By Holmes Lybrand, Kristen Holmes, Morgan Rimmer, NCS

(NCS) — The FBI is looking for to schedule interviews with the six Democratic lawmakers who, in a controversial video posted final week, urged service members and intelligence officers to disobey unlawful orders as is required by the military code.

The six – Sens. Mark Kelly and Elissa Slotkin, and Reps. Chrissy Houlahan, Chris Deluzio, Jason Crow and Maggie Goodlander – had been shortly attacked in an web put up by Donald Trump, who known as them traitors and steered they engaged in “SEDITIOUS BEHAVIOR, punishable by DEATH!”

The FBI first reached out to the U.S. Capitol Police about contacting the six places of work, who directed the company to the Senate and House sergeant-at-arms, who act because the chief regulation enforcement and protocol officers for all sides of the Capitol, one regulation enforcement official informed NCS. The lawmakers confirmed the contact in a joint assertion condemning the transfer.

It marks an escalation from the Trump administration, which has painted the “illegal orders” video as a harmful undermining of the president’s authority as commander in chief and vowed to take it critically. The Democrats, in the meantime, have argued they had been merely restating the regulation.
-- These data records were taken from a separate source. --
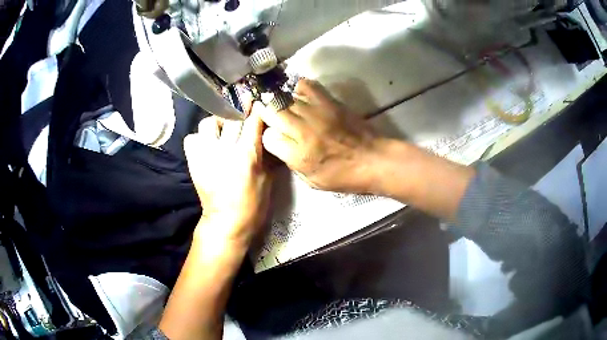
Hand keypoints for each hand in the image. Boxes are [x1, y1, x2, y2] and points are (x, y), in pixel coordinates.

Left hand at [183, 110, 271, 250]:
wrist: (226, 223)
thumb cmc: (253, 204)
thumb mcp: (268, 179)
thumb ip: (266, 153)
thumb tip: (267, 134)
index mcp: (245, 155)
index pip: (252, 120)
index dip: (256, 108)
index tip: (259, 102)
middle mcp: (223, 150)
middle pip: (231, 117)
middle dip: (240, 111)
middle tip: (245, 112)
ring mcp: (205, 155)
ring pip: (208, 123)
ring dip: (218, 123)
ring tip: (224, 131)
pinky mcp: (193, 162)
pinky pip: (192, 138)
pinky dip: (200, 138)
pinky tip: (208, 144)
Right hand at [257, 79, 383, 193]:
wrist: (374, 160)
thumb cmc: (344, 176)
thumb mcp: (312, 180)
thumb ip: (291, 161)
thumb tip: (281, 143)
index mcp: (298, 155)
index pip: (267, 137)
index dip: (269, 138)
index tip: (276, 139)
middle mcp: (303, 131)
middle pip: (272, 112)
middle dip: (267, 114)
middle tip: (272, 118)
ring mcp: (317, 113)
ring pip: (285, 98)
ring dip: (281, 103)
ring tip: (285, 108)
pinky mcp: (330, 102)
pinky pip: (307, 86)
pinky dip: (300, 89)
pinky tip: (302, 97)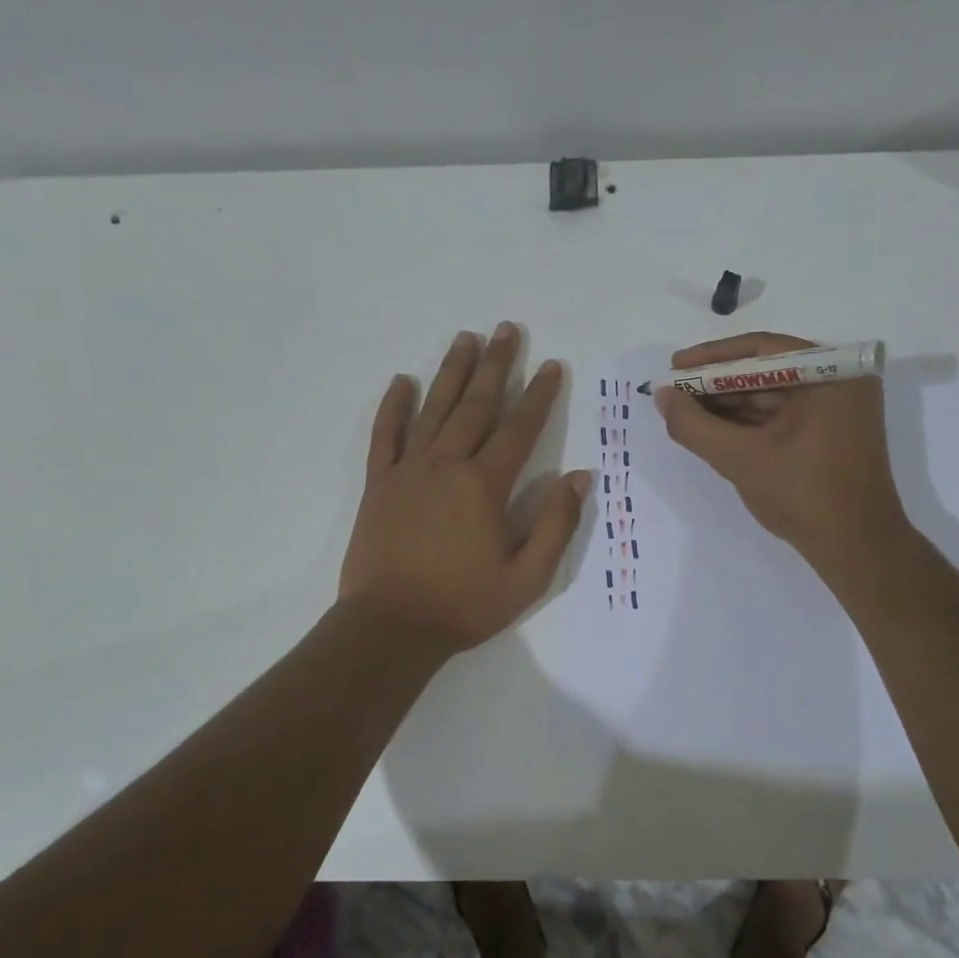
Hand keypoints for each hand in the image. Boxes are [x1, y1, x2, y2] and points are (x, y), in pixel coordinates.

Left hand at [340, 323, 589, 653]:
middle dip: (495, 365)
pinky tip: (401, 381)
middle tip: (507, 329)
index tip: (551, 365)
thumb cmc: (463, 606)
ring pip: (433, 410)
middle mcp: (446, 466)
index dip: (538, 395)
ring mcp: (407, 471)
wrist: (389, 628)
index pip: (519, 429)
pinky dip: (393, 407)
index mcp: (484, 487)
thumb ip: (555, 525)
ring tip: (466, 338)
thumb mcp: (526, 578)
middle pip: (476, 405)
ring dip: (451, 372)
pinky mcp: (378, 484)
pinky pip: (385, 436)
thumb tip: (580, 477)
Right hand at [655, 332, 909, 576]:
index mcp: (831, 373)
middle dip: (717, 384)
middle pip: (765, 371)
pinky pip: (782, 417)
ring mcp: (837, 409)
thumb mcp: (740, 458)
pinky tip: (713, 429)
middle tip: (674, 393)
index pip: (761, 350)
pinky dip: (748, 423)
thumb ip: (694, 425)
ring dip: (728, 405)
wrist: (856, 549)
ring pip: (771, 396)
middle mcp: (839, 382)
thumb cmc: (802, 495)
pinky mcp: (831, 434)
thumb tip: (662, 395)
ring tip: (684, 413)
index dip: (711, 358)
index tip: (673, 367)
The lawmakers, in a joint assertion, accused Trump of “using the FBI as a tool to intimidate and harass Members of Congress.”

“We swore an oath to support and defend the Constitution of the United States. That oath lasts a lifetime, and we intend to keep it. We will not be bullied. We will never give up the ship,” they stated.

Earlier this week, the Pentagon introduced it is going to examine Kelly, a retired U.S. Navy Captain, for misconduct, and warned it might even recall him to lively responsibility to face a courtroom martial or administrative punishment for his half within the video.

“The video made by the ‘Seditious Six’ was despicable, reckless, and false. Encouraging our warriors to ignore the orders of their Commanders undermines every aspect of ‘good order and discipline.’ Their foolish screed sows doubt and confusion — which only puts our warriors in danger,” Secretary of Defense Pete Hegseth stated after information of the investigation.

For his half, Kelly stated he wouldn’t be intimidated. “Senator Kelly won’t be silenced by President Trump and Secretary Hegseth’s attempt to intimidate him and keep him from doing his job as a U.S. Senator,” his spokesperson informed NCS on Tuesday.

Although the video launched by the Democratic lawmakers didn’t reference what orders service members could be receiving that will doubtlessly be unlawful, lawmakers on either side of the aisle have raised considerations repeatedly concerning the legality of US military strikes towards suspected drug boats within the Caribbean and the U.S. military’s deployment to cities over the protest of governors.

Service members are required to observe solely lawful orders in accordance with the Uniform Code of Military Justice. Following an order that may violate the regulation may open service members up to prosecution, as authorized precedent holds that receiving an order alone isn’t a protection, colloquially often known as the “Nuremberg defense” because it was deployed by senior members of Adolph Hitler’s management group throughout authorized proceedings after World War II.